I love the radio when I’m driving. Lisa prefers her own playlist on her iPod, but I love the randomness and diversity of spinning the dial. At home my music selection is mostly limited to folk and rock and jazz, but in the car I happily add in hip hop and country and Latin and the frequently uncategorizable local college station shows. And sports radio, and talk radio, and hate radio, and NPR, and almost anything that’s not Diane Rehm. But I only recall being really stunned by music on the radio twice.

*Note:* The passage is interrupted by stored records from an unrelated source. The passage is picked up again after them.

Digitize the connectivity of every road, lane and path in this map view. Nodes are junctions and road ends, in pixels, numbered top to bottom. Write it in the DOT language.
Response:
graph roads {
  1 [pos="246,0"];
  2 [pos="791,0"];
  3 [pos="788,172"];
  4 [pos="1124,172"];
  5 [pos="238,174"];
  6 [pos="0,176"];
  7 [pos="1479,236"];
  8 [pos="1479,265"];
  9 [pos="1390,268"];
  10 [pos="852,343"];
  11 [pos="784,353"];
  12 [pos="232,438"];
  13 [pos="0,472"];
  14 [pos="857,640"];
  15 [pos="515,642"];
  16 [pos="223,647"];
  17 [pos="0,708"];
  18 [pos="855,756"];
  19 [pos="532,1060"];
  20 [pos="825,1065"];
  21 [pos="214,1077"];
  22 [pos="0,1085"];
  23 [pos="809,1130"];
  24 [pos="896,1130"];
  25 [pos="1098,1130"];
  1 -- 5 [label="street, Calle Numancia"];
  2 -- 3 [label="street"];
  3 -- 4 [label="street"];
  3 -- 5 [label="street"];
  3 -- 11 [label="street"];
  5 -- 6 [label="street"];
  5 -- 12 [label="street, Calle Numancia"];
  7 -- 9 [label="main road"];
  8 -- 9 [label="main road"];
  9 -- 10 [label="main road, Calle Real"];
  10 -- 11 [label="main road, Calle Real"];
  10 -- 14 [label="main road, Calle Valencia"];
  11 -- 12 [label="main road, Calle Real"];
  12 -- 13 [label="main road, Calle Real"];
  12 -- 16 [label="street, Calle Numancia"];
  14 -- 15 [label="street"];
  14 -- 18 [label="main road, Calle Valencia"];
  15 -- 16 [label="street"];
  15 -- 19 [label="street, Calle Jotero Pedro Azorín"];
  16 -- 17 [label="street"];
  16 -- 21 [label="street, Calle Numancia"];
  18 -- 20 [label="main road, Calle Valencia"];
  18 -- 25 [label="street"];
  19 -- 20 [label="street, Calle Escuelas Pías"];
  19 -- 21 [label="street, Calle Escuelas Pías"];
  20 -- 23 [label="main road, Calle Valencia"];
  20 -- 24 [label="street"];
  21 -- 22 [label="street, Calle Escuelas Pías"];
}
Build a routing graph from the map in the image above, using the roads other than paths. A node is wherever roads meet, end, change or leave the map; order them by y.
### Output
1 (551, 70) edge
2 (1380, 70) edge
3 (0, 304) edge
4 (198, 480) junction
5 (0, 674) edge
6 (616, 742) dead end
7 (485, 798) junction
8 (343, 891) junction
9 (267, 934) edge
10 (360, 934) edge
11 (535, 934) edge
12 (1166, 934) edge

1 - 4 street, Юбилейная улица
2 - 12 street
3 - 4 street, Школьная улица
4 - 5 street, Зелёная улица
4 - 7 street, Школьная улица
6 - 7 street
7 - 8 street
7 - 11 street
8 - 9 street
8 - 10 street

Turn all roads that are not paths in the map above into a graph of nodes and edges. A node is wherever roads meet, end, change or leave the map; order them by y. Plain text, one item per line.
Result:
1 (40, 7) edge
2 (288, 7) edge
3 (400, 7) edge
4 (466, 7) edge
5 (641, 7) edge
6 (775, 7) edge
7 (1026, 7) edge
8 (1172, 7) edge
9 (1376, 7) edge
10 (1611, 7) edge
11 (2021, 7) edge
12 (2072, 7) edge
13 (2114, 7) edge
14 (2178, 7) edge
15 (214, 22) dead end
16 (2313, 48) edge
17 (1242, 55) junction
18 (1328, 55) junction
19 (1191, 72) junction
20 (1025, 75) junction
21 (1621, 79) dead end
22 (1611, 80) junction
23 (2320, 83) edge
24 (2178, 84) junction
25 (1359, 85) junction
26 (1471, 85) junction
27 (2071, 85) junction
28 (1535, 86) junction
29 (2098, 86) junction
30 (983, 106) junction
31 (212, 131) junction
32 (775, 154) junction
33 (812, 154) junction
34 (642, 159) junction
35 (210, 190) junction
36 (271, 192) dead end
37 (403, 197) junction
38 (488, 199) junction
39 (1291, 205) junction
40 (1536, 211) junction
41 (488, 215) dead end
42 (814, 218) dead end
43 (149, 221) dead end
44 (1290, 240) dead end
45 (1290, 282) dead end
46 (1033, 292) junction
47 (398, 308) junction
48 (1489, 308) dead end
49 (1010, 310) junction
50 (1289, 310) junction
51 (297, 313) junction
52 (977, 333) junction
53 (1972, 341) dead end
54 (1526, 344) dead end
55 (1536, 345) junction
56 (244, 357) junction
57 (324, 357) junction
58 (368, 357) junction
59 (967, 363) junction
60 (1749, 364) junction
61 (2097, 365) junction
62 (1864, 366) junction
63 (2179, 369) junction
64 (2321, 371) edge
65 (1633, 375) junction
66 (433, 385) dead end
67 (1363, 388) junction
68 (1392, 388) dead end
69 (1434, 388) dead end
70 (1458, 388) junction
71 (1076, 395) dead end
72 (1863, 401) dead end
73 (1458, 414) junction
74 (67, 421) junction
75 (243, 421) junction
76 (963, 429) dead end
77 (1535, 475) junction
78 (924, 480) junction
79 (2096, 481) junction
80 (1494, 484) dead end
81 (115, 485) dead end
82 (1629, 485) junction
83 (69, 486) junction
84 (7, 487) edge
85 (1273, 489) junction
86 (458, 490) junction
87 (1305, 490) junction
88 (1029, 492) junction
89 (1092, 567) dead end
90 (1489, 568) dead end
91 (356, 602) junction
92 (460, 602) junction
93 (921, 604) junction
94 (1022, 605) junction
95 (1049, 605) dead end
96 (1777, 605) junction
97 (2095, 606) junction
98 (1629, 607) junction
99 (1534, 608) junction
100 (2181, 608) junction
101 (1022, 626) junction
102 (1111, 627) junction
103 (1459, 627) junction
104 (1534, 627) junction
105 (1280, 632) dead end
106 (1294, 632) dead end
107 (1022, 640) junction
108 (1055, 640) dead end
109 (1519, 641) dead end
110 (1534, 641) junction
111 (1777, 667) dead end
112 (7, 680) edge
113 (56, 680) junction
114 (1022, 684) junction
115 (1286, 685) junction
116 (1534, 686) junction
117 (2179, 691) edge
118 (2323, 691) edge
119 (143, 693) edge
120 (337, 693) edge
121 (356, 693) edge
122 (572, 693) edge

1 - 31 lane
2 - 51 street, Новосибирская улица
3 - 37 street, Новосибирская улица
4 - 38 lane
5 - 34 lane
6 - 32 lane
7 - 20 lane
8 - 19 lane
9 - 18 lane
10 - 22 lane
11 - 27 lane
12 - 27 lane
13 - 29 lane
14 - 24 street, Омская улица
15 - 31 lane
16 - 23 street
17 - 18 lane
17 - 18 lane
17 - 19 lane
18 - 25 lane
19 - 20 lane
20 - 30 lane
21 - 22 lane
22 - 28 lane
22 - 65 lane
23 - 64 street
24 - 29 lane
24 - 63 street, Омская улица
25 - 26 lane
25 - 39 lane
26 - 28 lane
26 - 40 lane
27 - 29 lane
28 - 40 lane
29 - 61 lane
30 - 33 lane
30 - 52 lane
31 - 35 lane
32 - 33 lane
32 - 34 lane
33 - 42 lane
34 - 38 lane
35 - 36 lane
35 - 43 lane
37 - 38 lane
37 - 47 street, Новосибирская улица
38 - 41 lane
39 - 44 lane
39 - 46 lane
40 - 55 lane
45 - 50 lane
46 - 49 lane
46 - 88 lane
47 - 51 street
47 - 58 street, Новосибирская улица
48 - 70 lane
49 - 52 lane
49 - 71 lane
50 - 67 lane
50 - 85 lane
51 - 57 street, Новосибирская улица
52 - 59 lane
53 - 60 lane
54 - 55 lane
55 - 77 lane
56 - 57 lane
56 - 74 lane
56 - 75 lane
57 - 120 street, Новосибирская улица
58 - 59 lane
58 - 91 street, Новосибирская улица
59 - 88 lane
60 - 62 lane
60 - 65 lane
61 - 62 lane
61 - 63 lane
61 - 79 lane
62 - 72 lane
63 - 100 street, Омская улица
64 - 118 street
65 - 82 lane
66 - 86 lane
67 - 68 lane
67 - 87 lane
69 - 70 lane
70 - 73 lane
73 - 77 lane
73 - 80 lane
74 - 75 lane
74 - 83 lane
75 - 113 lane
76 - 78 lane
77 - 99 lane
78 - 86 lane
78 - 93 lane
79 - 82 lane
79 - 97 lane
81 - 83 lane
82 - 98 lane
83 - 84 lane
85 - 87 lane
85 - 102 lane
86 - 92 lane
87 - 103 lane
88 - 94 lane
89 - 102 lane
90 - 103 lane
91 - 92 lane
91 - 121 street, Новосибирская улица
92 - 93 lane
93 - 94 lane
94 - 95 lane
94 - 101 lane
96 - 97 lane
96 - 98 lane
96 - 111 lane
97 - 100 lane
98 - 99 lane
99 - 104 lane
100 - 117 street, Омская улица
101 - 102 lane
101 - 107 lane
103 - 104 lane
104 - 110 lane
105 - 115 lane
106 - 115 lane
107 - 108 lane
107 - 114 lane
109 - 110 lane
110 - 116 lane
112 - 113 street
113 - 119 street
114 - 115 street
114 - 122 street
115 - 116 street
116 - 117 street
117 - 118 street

On July 21, 1990, I was driving in a small town in Pennsylvania and heard a cover of a song from Pink Floyd’s The Wall. And then I heard another. In my memory, it was Joni Mitchell doing “Goodbye Blue Sky.” And then I found out that this was a live broadcast from Berlin. I hadn’t heard this concert was happening, and here I was listening to a concert in Berlin while it was happening from my car in Pennsylvania. My 5 minute drive across town lasted over an hour.
About 250,000 miles later, on January 10, 2011, I was leaving Pennsylvania and had just started picking up radio stations in upstate New York. It was 11 a.m., at the time of the national moment of silence for the Arizona murders. The most prominent victim, Representative Gabrielle Giffords, was lying in a hospital, somehow alive after having been shot in the head. I had wondered what music stations would do for the moment of silence, and the station I was listening to chose to play “Grenade” by Bruno Mars. With the repeated lyrics “I would go through all this pain, Take a bullet straight through my brain, Yes, I would die for ya baby, But you won't do the same.”
It’s almost enough to make me get an iPod too.